O Banco Central e a Comissão de Valores Mobiliários formalizaram nesta segunda-feira (13) um Acordo de Cooperação Técnica para ampliar a troca de dados sobre operações de crédito. A iniciativa inclui informações de instituições supervisadas pela CVM, como securitizadoras, e busca oferecer um panorama mais completo das carteiras de crédito em circulação.
Segundo o Banco Central, o reforço informacional deve melhorar a avaliação do nível de endividamento de pessoas físicas e jurídicas e dar suporte às decisões macroprudenciais adotadas por ambas as autoridades.
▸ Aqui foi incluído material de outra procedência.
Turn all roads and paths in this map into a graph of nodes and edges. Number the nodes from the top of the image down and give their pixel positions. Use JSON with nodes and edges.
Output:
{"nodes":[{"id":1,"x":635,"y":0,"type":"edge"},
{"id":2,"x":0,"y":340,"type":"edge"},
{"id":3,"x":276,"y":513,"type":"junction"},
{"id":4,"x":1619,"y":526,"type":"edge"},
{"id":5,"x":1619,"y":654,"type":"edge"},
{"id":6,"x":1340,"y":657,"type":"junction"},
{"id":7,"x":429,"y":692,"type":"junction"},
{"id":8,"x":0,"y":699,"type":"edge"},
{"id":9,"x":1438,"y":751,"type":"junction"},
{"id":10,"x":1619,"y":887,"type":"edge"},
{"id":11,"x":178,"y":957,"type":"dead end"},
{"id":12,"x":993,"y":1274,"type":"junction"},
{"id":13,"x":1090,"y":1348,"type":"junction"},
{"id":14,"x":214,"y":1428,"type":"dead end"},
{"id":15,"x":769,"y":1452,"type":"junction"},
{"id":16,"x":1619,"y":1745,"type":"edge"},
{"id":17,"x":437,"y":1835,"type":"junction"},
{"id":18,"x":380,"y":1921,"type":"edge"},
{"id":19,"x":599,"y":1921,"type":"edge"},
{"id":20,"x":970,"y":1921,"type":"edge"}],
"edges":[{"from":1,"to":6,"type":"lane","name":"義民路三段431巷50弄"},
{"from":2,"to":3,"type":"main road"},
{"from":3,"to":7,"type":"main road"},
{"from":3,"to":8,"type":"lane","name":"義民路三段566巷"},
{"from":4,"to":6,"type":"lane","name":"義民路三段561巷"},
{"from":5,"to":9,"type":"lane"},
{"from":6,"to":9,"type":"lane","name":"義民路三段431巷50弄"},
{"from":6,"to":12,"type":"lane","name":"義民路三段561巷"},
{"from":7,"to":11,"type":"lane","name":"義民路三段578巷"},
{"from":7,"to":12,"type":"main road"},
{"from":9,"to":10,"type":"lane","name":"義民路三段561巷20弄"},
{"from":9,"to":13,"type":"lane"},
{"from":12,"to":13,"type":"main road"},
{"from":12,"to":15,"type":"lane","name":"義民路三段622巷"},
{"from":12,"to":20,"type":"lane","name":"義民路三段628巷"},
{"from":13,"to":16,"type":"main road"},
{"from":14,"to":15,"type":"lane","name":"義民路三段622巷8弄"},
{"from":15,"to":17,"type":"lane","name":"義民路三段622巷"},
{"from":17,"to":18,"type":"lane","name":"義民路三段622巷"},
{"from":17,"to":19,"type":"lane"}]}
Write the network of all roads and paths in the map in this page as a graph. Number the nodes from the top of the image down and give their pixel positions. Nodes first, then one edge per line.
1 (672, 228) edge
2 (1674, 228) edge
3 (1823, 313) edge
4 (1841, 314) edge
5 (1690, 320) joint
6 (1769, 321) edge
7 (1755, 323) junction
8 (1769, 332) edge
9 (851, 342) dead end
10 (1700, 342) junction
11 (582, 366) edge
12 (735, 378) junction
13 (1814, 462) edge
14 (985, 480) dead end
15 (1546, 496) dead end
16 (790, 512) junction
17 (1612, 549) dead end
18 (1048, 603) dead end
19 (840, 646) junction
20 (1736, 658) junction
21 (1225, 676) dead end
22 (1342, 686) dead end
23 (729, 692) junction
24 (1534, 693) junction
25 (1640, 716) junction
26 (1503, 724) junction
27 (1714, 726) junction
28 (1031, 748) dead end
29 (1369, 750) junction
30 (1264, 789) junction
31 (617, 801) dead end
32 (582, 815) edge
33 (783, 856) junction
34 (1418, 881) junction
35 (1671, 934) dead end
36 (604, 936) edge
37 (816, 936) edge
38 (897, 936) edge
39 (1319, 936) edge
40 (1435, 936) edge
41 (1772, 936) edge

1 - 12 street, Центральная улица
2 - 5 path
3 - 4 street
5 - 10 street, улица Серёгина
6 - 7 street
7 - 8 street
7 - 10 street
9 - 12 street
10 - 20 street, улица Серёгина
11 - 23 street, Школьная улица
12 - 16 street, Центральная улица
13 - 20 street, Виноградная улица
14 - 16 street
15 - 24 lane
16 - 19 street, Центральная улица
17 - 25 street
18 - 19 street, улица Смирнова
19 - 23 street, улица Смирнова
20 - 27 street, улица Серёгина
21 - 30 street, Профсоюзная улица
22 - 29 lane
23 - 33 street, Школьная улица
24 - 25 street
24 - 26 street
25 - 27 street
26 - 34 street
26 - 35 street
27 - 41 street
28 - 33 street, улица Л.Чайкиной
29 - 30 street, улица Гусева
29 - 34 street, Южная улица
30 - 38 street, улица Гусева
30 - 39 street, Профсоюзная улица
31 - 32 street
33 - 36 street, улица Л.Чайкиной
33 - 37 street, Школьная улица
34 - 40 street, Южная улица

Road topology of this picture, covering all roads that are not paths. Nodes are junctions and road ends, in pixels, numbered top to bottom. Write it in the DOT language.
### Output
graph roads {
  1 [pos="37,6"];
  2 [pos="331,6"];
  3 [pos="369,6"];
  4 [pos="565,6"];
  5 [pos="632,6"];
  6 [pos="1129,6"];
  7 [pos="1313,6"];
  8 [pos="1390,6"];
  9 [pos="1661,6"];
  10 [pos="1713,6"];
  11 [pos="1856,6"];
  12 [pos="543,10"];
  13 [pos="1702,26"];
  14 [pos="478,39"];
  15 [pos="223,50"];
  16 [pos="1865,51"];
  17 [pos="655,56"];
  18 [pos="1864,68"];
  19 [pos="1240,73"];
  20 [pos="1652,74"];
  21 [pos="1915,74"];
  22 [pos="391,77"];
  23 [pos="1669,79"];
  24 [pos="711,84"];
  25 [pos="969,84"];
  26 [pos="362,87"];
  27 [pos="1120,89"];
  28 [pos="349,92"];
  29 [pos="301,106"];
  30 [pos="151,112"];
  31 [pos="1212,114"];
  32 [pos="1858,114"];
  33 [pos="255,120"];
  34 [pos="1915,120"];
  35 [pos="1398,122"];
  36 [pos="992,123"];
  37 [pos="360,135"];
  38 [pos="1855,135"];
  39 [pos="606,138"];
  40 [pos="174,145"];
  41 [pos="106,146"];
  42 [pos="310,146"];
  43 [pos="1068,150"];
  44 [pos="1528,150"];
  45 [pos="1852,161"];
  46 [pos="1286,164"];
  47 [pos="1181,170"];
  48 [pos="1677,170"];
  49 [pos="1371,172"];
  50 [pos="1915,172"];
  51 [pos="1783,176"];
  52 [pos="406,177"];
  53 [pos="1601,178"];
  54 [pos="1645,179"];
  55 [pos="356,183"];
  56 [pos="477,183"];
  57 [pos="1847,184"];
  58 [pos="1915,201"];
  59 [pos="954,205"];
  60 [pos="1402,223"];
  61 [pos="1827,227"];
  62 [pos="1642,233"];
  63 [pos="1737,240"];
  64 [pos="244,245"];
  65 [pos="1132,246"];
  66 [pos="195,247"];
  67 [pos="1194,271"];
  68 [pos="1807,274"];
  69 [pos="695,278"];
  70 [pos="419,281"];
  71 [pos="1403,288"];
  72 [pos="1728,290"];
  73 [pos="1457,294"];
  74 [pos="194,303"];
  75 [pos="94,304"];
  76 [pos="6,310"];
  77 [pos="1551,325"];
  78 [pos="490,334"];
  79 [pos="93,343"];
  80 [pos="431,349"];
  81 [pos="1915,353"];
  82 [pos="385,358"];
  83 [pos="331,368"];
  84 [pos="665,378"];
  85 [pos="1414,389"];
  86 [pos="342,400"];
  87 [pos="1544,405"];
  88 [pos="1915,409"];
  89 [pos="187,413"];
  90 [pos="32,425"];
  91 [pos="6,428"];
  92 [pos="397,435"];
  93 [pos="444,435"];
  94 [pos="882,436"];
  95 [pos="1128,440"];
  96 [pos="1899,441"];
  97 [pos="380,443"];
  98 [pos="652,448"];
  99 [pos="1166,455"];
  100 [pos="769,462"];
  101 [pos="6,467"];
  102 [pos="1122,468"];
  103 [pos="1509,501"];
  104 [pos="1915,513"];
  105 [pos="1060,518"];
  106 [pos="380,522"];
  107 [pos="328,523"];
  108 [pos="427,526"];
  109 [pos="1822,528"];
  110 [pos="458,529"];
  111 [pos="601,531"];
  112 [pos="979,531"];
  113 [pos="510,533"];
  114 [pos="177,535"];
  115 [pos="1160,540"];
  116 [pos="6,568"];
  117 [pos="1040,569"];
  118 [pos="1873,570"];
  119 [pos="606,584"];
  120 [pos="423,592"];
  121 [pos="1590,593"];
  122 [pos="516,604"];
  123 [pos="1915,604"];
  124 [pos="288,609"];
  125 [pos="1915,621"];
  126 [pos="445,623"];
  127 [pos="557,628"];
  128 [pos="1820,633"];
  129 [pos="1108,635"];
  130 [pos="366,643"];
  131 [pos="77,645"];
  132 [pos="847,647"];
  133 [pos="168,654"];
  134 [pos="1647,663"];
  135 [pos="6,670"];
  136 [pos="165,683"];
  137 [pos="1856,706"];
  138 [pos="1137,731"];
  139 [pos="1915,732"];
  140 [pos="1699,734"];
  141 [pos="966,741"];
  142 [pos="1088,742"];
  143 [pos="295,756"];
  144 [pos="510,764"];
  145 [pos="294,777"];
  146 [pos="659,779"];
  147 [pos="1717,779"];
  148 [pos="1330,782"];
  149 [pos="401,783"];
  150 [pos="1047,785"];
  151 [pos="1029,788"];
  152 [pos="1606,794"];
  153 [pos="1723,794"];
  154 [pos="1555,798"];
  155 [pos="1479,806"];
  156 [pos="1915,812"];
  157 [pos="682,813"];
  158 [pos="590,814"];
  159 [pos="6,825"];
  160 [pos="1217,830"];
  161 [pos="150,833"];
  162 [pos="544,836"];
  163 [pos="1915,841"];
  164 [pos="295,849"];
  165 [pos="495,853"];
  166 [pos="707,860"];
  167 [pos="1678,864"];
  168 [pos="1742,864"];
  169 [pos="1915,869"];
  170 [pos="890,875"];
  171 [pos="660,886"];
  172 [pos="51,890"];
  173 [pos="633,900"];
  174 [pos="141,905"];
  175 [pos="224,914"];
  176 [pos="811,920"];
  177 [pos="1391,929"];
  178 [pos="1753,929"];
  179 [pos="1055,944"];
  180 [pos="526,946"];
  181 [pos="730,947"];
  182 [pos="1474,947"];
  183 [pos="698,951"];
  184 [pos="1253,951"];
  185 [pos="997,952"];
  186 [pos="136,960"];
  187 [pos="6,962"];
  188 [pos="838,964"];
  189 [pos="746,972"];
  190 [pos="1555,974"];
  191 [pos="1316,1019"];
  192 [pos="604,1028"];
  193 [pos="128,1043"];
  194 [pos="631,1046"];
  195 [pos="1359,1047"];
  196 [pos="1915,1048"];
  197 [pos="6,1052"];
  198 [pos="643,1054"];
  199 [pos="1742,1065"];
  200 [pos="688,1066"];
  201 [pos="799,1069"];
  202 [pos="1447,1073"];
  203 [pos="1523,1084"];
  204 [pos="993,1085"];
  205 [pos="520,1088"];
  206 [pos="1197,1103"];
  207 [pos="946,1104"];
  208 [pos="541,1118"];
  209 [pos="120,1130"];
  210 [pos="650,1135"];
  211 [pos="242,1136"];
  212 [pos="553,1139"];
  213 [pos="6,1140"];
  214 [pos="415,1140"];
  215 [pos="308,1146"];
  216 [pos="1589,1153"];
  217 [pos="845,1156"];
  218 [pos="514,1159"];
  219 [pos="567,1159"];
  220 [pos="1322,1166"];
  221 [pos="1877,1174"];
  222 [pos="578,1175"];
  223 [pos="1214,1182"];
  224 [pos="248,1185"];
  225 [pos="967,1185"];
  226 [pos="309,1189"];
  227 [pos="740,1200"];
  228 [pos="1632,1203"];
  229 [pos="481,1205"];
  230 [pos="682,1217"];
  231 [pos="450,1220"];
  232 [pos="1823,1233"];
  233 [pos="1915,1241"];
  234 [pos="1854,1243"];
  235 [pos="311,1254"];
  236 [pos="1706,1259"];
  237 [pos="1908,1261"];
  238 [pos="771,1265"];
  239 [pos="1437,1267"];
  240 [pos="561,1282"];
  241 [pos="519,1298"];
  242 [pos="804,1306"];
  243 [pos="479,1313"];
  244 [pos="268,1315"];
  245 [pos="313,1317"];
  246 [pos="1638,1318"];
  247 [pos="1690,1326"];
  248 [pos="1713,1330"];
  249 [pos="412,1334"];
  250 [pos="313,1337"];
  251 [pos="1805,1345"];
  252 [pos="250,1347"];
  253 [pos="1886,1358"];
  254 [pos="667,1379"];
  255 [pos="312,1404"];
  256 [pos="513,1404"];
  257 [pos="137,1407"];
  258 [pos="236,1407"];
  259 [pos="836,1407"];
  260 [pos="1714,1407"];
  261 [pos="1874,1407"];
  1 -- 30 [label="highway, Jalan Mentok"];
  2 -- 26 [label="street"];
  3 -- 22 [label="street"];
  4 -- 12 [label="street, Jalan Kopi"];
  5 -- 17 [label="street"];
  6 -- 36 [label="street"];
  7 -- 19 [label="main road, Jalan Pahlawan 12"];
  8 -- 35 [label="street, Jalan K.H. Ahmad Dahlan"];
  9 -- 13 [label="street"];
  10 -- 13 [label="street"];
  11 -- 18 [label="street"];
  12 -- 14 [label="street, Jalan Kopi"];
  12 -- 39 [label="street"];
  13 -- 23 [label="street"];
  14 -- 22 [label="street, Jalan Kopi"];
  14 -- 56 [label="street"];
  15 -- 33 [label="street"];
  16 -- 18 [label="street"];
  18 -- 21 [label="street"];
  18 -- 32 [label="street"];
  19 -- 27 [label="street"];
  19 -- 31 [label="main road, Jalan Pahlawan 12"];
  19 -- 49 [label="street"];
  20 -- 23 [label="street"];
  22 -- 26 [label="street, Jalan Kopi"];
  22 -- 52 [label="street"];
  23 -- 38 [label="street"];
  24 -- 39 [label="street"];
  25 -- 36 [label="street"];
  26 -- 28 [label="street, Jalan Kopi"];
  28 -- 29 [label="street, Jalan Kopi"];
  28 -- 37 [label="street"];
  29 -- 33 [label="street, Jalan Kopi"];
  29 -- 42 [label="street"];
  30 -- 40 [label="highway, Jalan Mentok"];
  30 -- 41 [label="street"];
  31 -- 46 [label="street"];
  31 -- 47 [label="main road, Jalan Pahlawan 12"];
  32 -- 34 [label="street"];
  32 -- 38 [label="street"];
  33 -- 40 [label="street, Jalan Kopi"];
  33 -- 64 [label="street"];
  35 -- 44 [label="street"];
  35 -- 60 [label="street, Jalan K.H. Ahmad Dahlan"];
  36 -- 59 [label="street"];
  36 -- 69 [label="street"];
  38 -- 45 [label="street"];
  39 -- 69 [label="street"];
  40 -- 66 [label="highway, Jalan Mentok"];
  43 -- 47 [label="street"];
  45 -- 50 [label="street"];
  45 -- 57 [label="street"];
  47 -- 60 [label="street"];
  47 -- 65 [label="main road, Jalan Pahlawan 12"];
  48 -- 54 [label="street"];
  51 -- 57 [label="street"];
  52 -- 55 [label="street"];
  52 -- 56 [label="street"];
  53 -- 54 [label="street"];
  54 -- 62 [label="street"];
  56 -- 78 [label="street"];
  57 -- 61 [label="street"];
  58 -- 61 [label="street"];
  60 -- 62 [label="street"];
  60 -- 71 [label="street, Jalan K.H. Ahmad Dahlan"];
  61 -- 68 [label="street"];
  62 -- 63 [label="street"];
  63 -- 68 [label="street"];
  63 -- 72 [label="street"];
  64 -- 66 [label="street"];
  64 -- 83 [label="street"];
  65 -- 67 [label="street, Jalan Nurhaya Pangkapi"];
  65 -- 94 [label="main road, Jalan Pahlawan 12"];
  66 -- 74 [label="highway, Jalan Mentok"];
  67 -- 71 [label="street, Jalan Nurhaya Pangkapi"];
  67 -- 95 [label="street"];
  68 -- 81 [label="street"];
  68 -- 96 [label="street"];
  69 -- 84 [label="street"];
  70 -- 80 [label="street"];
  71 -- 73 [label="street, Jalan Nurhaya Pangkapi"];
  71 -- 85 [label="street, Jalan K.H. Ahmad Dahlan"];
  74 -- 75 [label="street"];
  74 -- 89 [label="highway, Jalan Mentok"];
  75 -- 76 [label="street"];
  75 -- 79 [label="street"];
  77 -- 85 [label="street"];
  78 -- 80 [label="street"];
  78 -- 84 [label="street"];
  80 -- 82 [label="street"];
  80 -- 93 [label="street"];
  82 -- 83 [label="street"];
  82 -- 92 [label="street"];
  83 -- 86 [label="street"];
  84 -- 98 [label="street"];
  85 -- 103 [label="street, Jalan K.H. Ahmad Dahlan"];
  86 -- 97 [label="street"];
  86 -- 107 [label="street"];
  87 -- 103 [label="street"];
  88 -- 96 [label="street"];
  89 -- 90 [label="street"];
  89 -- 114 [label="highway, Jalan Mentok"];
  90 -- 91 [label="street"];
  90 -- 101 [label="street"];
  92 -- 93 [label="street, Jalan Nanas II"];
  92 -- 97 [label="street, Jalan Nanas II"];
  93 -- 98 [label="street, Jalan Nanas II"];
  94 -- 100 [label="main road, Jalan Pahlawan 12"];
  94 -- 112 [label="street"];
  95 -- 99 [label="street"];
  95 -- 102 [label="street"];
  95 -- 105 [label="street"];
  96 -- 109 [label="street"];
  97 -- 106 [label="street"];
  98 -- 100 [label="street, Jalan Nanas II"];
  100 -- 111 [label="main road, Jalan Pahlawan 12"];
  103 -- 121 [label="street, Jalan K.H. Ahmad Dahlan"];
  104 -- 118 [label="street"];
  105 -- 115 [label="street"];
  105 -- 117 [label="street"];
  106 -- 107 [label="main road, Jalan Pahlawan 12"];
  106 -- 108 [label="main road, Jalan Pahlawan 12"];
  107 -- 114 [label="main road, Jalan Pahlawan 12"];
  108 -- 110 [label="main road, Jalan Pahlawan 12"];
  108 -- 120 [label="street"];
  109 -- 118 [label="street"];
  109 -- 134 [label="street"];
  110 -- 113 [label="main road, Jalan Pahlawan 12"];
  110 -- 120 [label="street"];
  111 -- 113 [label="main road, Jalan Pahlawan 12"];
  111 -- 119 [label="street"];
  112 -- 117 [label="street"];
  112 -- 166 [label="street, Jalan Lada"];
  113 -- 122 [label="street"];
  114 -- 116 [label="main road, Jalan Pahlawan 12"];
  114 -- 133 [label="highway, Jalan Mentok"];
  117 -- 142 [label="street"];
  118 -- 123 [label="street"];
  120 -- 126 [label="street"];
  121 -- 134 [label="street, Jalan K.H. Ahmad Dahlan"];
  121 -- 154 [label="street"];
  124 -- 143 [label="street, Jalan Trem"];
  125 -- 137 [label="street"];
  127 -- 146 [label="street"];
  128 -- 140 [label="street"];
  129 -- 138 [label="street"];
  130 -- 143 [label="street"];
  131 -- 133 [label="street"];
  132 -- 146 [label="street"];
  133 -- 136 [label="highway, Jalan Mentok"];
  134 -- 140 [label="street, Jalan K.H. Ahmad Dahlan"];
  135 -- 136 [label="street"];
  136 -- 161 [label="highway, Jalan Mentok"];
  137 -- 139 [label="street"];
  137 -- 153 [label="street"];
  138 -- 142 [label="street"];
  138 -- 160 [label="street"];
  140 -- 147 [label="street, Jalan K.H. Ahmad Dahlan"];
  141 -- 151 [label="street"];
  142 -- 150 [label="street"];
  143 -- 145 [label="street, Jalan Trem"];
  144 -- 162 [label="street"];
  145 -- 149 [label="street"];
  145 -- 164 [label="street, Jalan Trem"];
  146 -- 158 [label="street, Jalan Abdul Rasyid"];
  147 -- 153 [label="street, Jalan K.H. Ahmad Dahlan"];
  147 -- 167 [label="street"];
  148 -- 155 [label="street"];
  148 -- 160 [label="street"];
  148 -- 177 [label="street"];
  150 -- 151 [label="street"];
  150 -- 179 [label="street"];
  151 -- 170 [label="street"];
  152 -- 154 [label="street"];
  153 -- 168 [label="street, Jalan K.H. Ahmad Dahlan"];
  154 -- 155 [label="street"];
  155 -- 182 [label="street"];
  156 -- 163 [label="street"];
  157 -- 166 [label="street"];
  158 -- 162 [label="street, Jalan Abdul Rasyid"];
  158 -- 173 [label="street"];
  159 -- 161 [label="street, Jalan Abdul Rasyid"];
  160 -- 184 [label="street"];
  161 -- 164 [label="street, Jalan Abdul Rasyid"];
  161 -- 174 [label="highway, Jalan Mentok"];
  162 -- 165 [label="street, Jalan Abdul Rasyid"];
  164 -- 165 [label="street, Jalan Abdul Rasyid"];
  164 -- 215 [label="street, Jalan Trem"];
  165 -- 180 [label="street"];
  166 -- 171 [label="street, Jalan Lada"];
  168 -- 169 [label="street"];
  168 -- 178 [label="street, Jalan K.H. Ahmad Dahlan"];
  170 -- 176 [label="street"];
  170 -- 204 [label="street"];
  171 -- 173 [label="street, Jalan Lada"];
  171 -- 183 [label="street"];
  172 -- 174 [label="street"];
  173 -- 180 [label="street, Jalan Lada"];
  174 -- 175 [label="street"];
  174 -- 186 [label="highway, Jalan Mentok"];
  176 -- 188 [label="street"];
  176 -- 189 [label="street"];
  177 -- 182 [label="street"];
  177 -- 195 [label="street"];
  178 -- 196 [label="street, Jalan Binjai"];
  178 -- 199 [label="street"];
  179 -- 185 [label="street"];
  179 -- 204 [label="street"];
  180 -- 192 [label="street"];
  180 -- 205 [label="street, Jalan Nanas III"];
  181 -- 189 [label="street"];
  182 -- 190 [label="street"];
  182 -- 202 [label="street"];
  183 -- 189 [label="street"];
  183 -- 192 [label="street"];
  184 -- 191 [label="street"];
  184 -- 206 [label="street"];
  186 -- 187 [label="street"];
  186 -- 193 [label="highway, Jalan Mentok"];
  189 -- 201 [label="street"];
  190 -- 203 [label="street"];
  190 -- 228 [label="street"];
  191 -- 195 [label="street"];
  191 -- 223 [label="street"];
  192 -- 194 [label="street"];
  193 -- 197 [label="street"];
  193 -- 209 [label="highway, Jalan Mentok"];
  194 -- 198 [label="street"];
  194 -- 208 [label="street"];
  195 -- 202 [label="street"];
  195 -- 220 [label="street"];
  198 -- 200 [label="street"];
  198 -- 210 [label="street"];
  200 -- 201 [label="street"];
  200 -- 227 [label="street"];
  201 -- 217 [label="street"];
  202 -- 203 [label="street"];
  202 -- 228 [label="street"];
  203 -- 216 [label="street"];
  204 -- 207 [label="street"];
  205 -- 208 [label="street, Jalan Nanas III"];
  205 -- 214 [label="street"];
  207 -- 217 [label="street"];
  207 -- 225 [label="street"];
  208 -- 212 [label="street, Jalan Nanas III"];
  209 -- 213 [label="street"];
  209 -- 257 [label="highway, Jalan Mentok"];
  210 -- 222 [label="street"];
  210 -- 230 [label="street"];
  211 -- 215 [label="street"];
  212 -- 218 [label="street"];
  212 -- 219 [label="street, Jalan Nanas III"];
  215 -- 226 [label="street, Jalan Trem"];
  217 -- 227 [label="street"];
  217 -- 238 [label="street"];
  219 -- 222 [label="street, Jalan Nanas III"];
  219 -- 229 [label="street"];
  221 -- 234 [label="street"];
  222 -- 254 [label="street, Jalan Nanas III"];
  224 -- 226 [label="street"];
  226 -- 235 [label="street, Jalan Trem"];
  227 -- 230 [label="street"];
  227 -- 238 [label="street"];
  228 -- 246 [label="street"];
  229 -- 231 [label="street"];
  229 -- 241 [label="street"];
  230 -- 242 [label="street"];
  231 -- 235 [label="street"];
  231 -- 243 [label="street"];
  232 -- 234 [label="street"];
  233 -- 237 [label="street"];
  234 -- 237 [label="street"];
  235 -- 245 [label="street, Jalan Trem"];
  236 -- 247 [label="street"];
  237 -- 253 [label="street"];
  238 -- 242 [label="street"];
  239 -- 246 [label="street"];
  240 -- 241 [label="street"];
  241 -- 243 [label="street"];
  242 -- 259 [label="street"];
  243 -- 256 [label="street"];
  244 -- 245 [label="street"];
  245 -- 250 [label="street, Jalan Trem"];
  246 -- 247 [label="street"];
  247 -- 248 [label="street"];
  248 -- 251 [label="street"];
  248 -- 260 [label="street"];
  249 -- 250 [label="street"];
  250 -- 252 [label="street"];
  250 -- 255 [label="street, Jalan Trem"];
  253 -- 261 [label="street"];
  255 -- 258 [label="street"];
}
Na prática, o intercâmbio tende a reduzir assimetrias de informação entre credores e permitir cálculos de risco mais precisos.
O BC e a CVM destacam que o acordo beneficia tanto bancos e instituições de crédito quanto empresas de investimentos e, potencialmente, os próprios tomadores de empréstimo, ao favorecer critérios de garantia e preço do crédito mais alinhados ao risco real. Entre os pontos esperados está a possibilidade de diminuir custos com garantias, caso os bancos tenham acesso a dados mais robustos.
O movimento também surge num contexto institucional sensível: investigações sobre operações de crédito fraudulentas, como as que envolveram contratos ligados ao Banco Master, reacenderam o debate sobre a suficiência da supervisão. Em 2023 chegou a ser discutida a ampliação das atribuições do BC para áreas hoje sob responsabilidade da CVM — proposta que acabou não prosperando. O acordo atual oferece uma alternativa técnica para intensificar fiscalização e análise, sem alterar formalmente competências.
A eficácia do tema, porém, dependerá da qualidade, padronização e governança dos dados compartilhados, além de mecanismos claros de proteção à privacidade. Se bem implementada, a integração pode aumentar a transparência do mercado de crédito, antecipar bolsões de risco e influenciar decisões de política econômica; se frágil, ficará apenas como mais um protocolo burocrático entre órgãos.